あとAmazonなどのサイトに掲載されているあらすじと実際の内容も酷く乖離している。あらすじを要約すると革新的な飛躍を遂げるIT企業のチューリー社にサーバー室を制御するMANAが導入された。同時刻に企業テロ集団がサーバー室に侵入し社員を人質に取りMANAをハッキングしようとしたところ、MANAが暴走し社内の全部の電源が落ち扉がロックされてしまった。そこに有毒ガスが噴射されるという不測の事態に陥り人質と協力して脱出を図ろうとするーーという内容。
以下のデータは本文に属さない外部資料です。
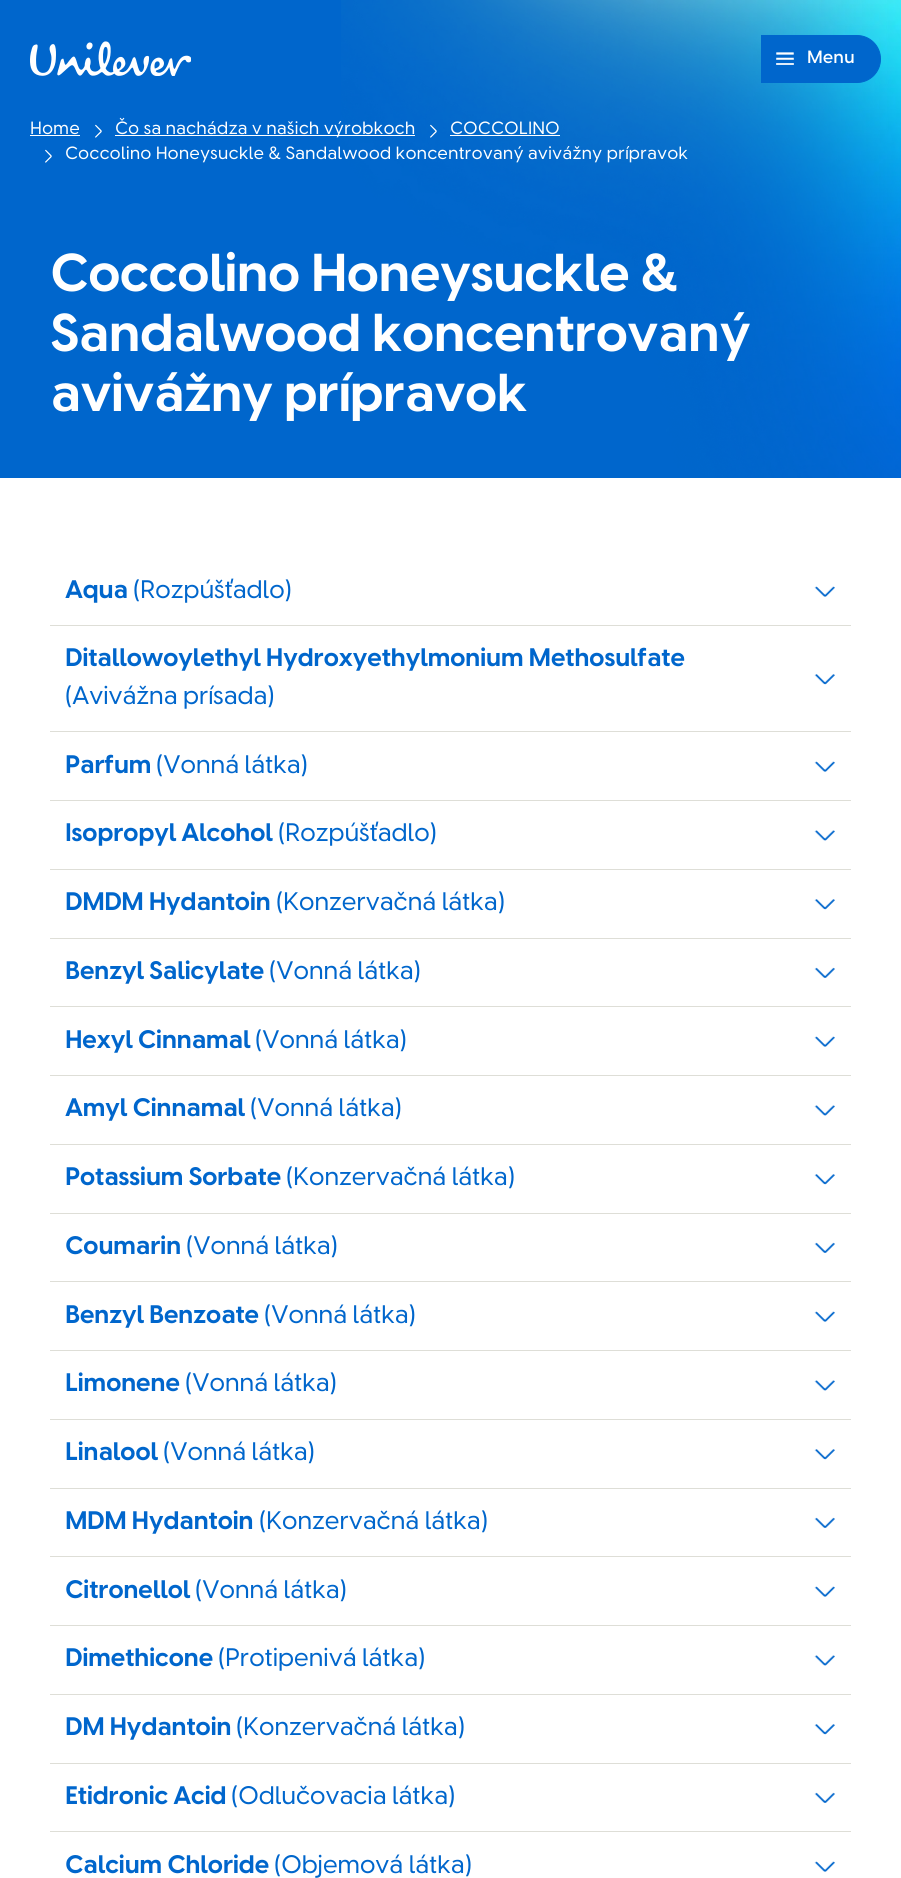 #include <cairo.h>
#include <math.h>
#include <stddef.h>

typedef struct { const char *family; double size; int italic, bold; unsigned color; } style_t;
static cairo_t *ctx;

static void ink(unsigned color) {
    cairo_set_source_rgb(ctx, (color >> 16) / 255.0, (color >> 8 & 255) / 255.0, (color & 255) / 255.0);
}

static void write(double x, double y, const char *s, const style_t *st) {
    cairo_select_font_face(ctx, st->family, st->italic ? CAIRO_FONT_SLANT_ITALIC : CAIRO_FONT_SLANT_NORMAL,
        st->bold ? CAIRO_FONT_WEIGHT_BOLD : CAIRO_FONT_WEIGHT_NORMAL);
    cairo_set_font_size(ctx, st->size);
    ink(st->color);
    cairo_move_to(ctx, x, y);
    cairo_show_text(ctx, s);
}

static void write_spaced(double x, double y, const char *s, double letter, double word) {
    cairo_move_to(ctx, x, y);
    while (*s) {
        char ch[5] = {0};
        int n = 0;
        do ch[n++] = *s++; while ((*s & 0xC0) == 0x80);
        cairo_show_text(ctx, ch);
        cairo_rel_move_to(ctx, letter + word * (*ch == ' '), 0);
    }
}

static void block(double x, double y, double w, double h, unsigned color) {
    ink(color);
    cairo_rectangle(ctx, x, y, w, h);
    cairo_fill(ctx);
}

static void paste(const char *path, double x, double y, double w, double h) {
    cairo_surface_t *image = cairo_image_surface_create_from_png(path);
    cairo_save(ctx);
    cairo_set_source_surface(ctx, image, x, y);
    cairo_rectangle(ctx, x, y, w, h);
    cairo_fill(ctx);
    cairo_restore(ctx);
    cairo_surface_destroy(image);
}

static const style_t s1 = {"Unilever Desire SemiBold", 17.5, 0, 0, 0xffffff};
static const style_t s2 = {"Unilever Desire", 17.5, 0, 0, 0xffffff};

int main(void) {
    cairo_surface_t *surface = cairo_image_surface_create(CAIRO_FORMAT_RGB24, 901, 1878);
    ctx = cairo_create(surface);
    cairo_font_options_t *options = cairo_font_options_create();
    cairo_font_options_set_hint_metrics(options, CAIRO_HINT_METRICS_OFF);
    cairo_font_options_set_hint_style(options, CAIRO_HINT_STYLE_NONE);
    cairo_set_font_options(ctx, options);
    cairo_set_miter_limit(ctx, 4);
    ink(0x0066cc);
    cairo_paint(ctx);
    paste("pic1.png", 341, 0, 560, 478);
    paste("pic2.png", 30, 41, 161, 35);
    ink(0x0066cc);
    cairo_new_path(ctx);
    cairo_move_to(ctx, 761.5, 35.5);
    cairo_line_to(ctx, 857, 35.5);
    cairo_curve_to(ctx, 870, 35.5, 880.5, 46, 880.5, 59);
    cairo_curve_to(ctx, 880.5, 72, 870, 82.5, 857, 82.5);
    cairo_line_to(ctx, 761.5, 82.5);
    cairo_close_path(ctx);
    cairo_fill_preserve(ctx);
    cairo_set_line_width(ctx, 1);
    cairo_stroke(ctx);
    paste("pic3.png", 776, 52, 18, 13);
    write(807, 63, "Menu", &s1);
    write(30, 134, "Home", &s2);
    block(30, 135, 50, 1, 0xffffff);
    paste("pic4.png", 95, 124, 7, 14);
    block(115, 135, 300, 1, 0xffffff);
    write(115, 134, "Čo sa nachádza v našich výrobkoch", &s2);
    paste("pic5.png", 430, 124, 7, 14);
    write(450, 134, "COCCOLINO", &s2);
    block(450, 135, 110, 1, 0xffffff);
    paste("pic4.png", 45, 149, 7, 14);
    write(65, 159, "Coccolino Honeysuckle & Sandalwood koncentrovaný avivážny prípravok", &s2);
    cairo_select_font_face(ctx, "Unilever Desire", CAIRO_FONT_SLANT_NORMAL, CAIRO_FONT_WEIGHT_BOLD);
    cairo_set_font_size(ctx, 52.5);
    write_spaced(50, 291, "Coccolino Honeysuckle &", -1.05, 0);
    write_spaced(50, 351, "Sandalwood koncentrovaný", -1.05, 0);
    write_spaced(50, 411, "avivážny prípravok", -1.05, 0);
    block(0, 478, 901, 1400, 0xffffff);
    cairo_set_font_size(ctx, 25);
    ink(0x0066cc);
    write_spaced(65, 598, "Aqua", -0.5, 0);
    cairo_select_font_face(ctx, "Unilever Desire", CAIRO_FONT_SLANT_NORMAL, CAIRO_FONT_WEIGHT_NORMAL);
    write_spaced(133, 598, "(Rozpúšťadlo)", -0.5, 0);
    paste("pic6.png", 814, 586, 21, 11);
    block(50, 625, 801, 1, 0xdeded7);
    cairo_select_font_face(ctx, "Unilever Desire", CAIRO_FONT_SLANT_NORMAL, CAIRO_FONT_WEIGHT_BOLD);
    ink(0x0066cc);
    write_spaced(65, 666, "Ditallowoylethyl Hydroxyethylmonium Methosulfate", -0.5, 0);
    cairo_select_font_face(ctx, "Unilever Desire", CAIRO_FONT_SLANT_NORMAL, CAIRO_FONT_WEIGHT_NORMAL);
    write_spaced(65, 704, "(Avivážna prísada)", -0.5, 0);
    paste("pic7.png", 814, 674, 21, 11);
    block(50, 731, 801, 1, 0xdeded7);
    cairo_select_font_face(ctx, "Unilever Desire", CAIRO_FONT_SLANT_NORMAL, CAIRO_FONT_WEIGHT_BOLD);
    ink(0x0066cc);
    write_spaced(65, 773, "Parfum", -0.5, 0);
    cairo_select_font_face(ctx, "Unilever Desire", CAIRO_FONT_SLANT_NORMAL, CAIRO_FONT_WEIGHT_NORMAL);
    write_spaced(156, 773, "(Vonná látka)", -0.5, 0);
    paste("pic6.png", 814, 761, 21, 11);
    block(50, 800, 801, 1, 0xdeded7);
    cairo_select_font_face(ctx, "Unilever Desire", CAIRO_FONT_SLANT_NORMAL, CAIRO_FONT_WEIGHT_BOLD);
    ink(0x0066cc);
    write_spaced(65, 841, "Isopropyl Alcohol", -0.5, 0);
    cairo_select_font_face(ctx, "Unilever Desire", CAIRO_FONT_SLANT_NORMAL, CAIRO_FONT_WEIGHT_NORMAL);
    write_spaced(278, 841, "(Rozpúšťadlo)", -0.5, 0);
    paste("pic8.png", 814, 830, 21, 11);
    block(50, 869, 801, 1, 0xdeded7);
    cairo_select_font_face(ctx, "Unilever Desire", CAIRO_FONT_SLANT_NORMAL, CAIRO_FONT_WEIGHT_BOLD);
    ink(0x0066cc);
    write_spaced(65, 910, "DMDM Hydantoin", -0.5, 0);
    cairo_select_font_face(ctx, "Unilever Desire", CAIRO_FONT_SLANT_NORMAL, CAIRO_FONT_WEIGHT_NORMAL);
    write_spaced(276, 910, "(Konzervačná látka)", -0.5, 0);
    paste("pic7.png", 814, 899, 21, 11);
    block(50, 938, 801, 1, 0xdeded7);
    cairo_select_font_face(ctx, "Unilever Desire", CAIRO_FONT_SLANT_NORMAL, CAIRO_FONT_WEIGHT_BOLD);
    ink(0x0066cc);
    write_spaced(65, 979, "Benzyl Salicylate", -0.5, 0);
    cairo_select_font_face(ctx, "Unilever Desire", CAIRO_FONT_SLANT_NORMAL, CAIRO_FONT_WEIGHT_NORMAL);
    write_spaced(269, 979, "(Vonná látka)", -0.5, 0);
    paste("pic9.png", 814, 967, 21, 11);
    block(50, 1006, 801, 1, 0xdeded7);
    cairo_select_font_face(ctx, "Unilever Desire", CAIRO_FONT_SLANT_NORMAL, CAIRO_FONT_WEIGHT_BOLD);
    ink(0x0066cc);
    write_spaced(65, 1048, "Hexyl Cinnamal", -0.5, 0);
    cairo_select_font_face(ctx, "Unilever Desire", CAIRO_FONT_SLANT_NORMAL, CAIRO_FONT_WEIGHT_NORMAL);
    write_spaced(255, 1048, "(Vonná látka)", -0.5, 0);
    paste("pic6.png", 814, 1036, 21, 11);
    block(50, 1075, 801, 1, 0xdeded7);
    cairo_select_font_face(ctx, "Unilever Desire", CAIRO_FONT_SLANT_NORMAL, CAIRO_FONT_WEIGHT_BOLD);
    ink(0x0066cc);
    write_spaced(65, 1116, "Amyl Cinnamal", -0.5, 0);
    cairo_select_font_face(ctx, "Unilever Desire", CAIRO_FONT_SLANT_NORMAL, CAIRO_FONT_WEIGHT_NORMAL);
    write_spaced(250, 1116, "(Vonná látka)", -0.5, 0);
    paste("pic8.png", 814, 1105, 21, 11);
    block(50, 1144, 801, 1, 0xdeded7);
    cairo_select_font_face(ctx, "Unilever Desire", CAIRO_FONT_SLANT_NORMAL, CAIRO_FONT_WEIGHT_BOLD);
    ink(0x0066cc);
    write_spaced(65, 1185, "Potassium Sorbate", -0.5, 0);
    cairo_select_font_face(ctx, "Unilever Desire", CAIRO_FONT_SLANT_NORMAL, CAIRO_FONT_WEIGHT_NORMAL);
    write_spaced(286, 1185, "(Konzervačná látka)", -0.5, 0);
    paste("pic7.png", 814, 1174, 21, 11);
    block(50, 1213, 801, 1, 0xdeded7);
    cairo_select_font_face(ctx, "Unilever Desire", CAIRO_FONT_SLANT_NORMAL, CAIRO_FONT_WEIGHT_BOLD);
    ink(0x0066cc);
    write_spaced(65, 1254, "Coumarin", -0.5, 0);
    cairo_select_font_face(ctx, "Unilever Desire", CAIRO_FONT_SLANT_NORMAL, CAIRO_FONT_WEIGHT_NORMAL);
    write_spaced(186, 1254, "(Vonná látka)", -0.5, 0);
    paste("pic9.png", 814, 1242, 21, 11);
    block(50, 1281, 801, 1, 0xdeded7);
    cairo_select_font_face(ctx, "Unilever Desire", CAIRO_FONT_SLANT_NORMAL, CAIRO_FONT_WEIGHT_BOLD);
    ink(0x0066cc);
    write_spaced(65, 1323, "Benzyl Benzoate", -0.5, 0);
    cairo_select_font_face(ctx, "Unilever Desire", CAIRO_FONT_SLANT_NORMAL, CAIRO_FONT_WEIGHT_NORMAL);
    write_spaced(264, 1323, "(Vonná látka)", -0.5, 0);
    paste("pic6.png", 814, 1311, 21, 11);
    block(50, 1350, 801, 1, 0xdeded7);
    cairo_select_font_face(ctx, "Unilever Desire", CAIRO_FONT_SLANT_NORMAL, CAIRO_FONT_WEIGHT_BOLD);
    ink(0x0066cc);
    write_spaced(65, 1391, "Limonene", -0.5, 0);
    cairo_select_font_face(ctx, "Unilever Desire", CAIRO_FONT_SLANT_NORMAL, CAIRO_FONT_WEIGHT_NORMAL);
    write_spaced(185, 1391, "(Vonná látka)", -0.5, 0);
    paste("pic8.png", 814, 1380, 21, 11);
    block(50, 1419, 801, 1, 0xdeded7);
    cairo_select_font_face(ctx, "Unilever Desire", CAIRO_FONT_SLANT_NORMAL, CAIRO_FONT_WEIGHT_BOLD);
    ink(0x0066cc);
    write_spaced(65, 1460, "Linalool", -0.5, 0);
    cairo_select_font_face(ctx, "Unilever Desire", CAIRO_FONT_SLANT_NORMAL, CAIRO_FONT_WEIGHT_NORMAL);
    write_spaced(163, 1460, "(Vonná látka)", -0.5, 0);
    paste("pic7.png", 814, 1449, 21, 11);
    block(50, 1488, 801, 1, 0xdeded7);
    cairo_select_font_face(ctx, "Unilever Desire", CAIRO_FONT_SLANT_NORMAL, CAIRO_FONT_WEIGHT_BOLD);
    ink(0x0066cc);
    write_spaced(65, 1529, "MDM Hydantoin", -0.5, 0);
    cairo_select_font_face(ctx, "Unilever Desire", CAIRO_FONT_SLANT_NORMAL, CAIRO_FONT_WEIGHT_NORMAL);
    write_spaced(259, 1529, "(Konzervačná látka)", -0.5, 0);
    paste("pic9.png", 814, 1517, 21, 11);
    block(50, 1556, 801, 1, 0xdeded7);
    cairo_select_font_face(ctx, "Unilever Desire", CAIRO_FONT_SLANT_NORMAL, CAIRO_FONT_WEIGHT_BOLD);
    ink(0x0066cc);
    write_spaced(65, 1598, "Citronellol", -0.5, 0);
    cairo_select_font_face(ctx, "Unilever Desire", CAIRO_FONT_SLANT_NORMAL, CAIRO_FONT_WEIGHT_NORMAL);
    write_spaced(195, 1598, "(Vonná látka)", -0.5, 0);
    paste("pic6.png", 814, 1586, 21, 11);
    block(50, 1625, 801, 1, 0xdeded7);
    cairo_select_font_face(ctx, "Unilever Desire", CAIRO_FONT_SLANT_NORMAL, CAIRO_FONT_WEIGHT_BOLD);
    ink(0x0066cc);
    write_spaced(65, 1666, "Dimethicone", -0.5, 0);
    cairo_select_font_face(ctx, "Unilever Desire", CAIRO_FONT_SLANT_NORMAL, CAIRO_FONT_WEIGHT_NORMAL);
    write_spaced(218, 1666, "(Protipenivá látka)", -0.5, 0);
    paste("pic8.png", 814, 1655, 21, 11);
    block(50, 1694, 801, 1, 0xdeded7);
    cairo_select_font_face(ctx, "Unilever Desire", CAIRO_FONT_SLANT_NORMAL, CAIRO_FONT_WEIGHT_BOLD);
    ink(0x0066cc);
    write_spaced(65, 1735, "DM Hydantoin", -0.5, 0);
    cairo_select_font_face(ctx, "Unilever Desire", CAIRO_FONT_SLANT_NORMAL, CAIRO_FONT_WEIGHT_NORMAL);
    write_spaced(236, 1735, "(Konzervačná látka)", -0.5, 0);
    paste("pic7.png", 814, 1724, 21, 11);
    block(50, 1763, 801, 1, 0xdeded7);
    cairo_select_font_face(ctx, "Unilever Desire", CAIRO_FONT_SLANT_NORMAL, CAIRO_FONT_WEIGHT_BOLD);
    ink(0x0066cc);
    write_spaced(65, 1804, "Etidronic Acid", -0.5, 0);
    cairo_select_font_face(ctx, "Unilever Desire", CAIRO_FONT_SLANT_NORMAL, CAIRO_FONT_WEIGHT_NORMAL);
    write_spaced(231, 1804, "(Odlučovacia látka)", -0.5, 0);
    paste("pic9.png", 814, 1792, 21, 11);
    block(50, 1831, 801, 1, 0xdeded7);
    cairo_select_font_face(ctx, "Unilever Desire", CAIRO_FONT_SLANT_NORMAL, CAIRO_FONT_WEIGHT_BOLD);
    ink(0x0066cc);
    write_spaced(65, 1873, "Calcium Chloride", -0.5, 0);
    cairo_select_font_face(ctx, "Unilever Desire", CAIRO_FONT_SLANT_NORMAL, CAIRO_FONT_WEIGHT_NORMAL);
    write_spaced(274, 1873, "(Objemová látka)", -0.5, 0);
    paste("pic6.png", 814, 1861, 21, 11);
    cairo_surface_write_to_png(surface, "screenshot.png");
    cairo_font_options_destroy(options);
    cairo_destroy(ctx);
    cairo_surface_destroy(surface);
    return 0;
}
あらすじを読んだ時、パニックホラーなのかなと思って臨んだらMANAが緑色に光る冷蔵庫のようなビジュアル。冷蔵庫が暴走して人々がパニックに陥るという絵は非常に滑稽で恐怖心を刺激されない。何ならコメディに見えなくもない。それをハッキングしようとして返り討ちに遭うテロリストというのもどうなのか。目の回りに変なペイントしているし。途中であっけなく死ぬし。
その後もMANAはビルシステムを乗っ取りナノマシンをばら撒いて人々をミイラにしてしまう。MANAが暴走するのは理解できるが人をミイラに変えるナノマシンを保管しているIT企業って何だろう?
暴走を続けるMANAは全世界に対してサイバー攻撃を仕掛けるのだが生き残った人質の2人は帰宅して外部にいる同僚へ連絡してビルをDoS攻撃させることでMANAをシャットダウンさせようとするが即座に復旧。最終的には人質がMANAを停止させるという、「最初からそうしろよ!」との感想しか出てこないパワープレイで解決する。そして何故かMANAは爆発。制作陣はAIや人工知能を何だと思っているのだろうか。昔のB級近未来SF映画から何ら進歩していない認識に驚きを隠せない。それなのにAmazonの紹介文には「世の中へ警告を促すメッセージが込められた本作は必見!」と書いているのだから、この紹介文を書いた人間は果たして本作を視聴したのか疑いたくなる。87分きっちりと視聴したけどそんなメッセージは1秒も受け取れなかったのだが。
何と言うか、全編において看板に偽りしかない作品だった。B級映画でもやっていいことと悪いことがあると思う。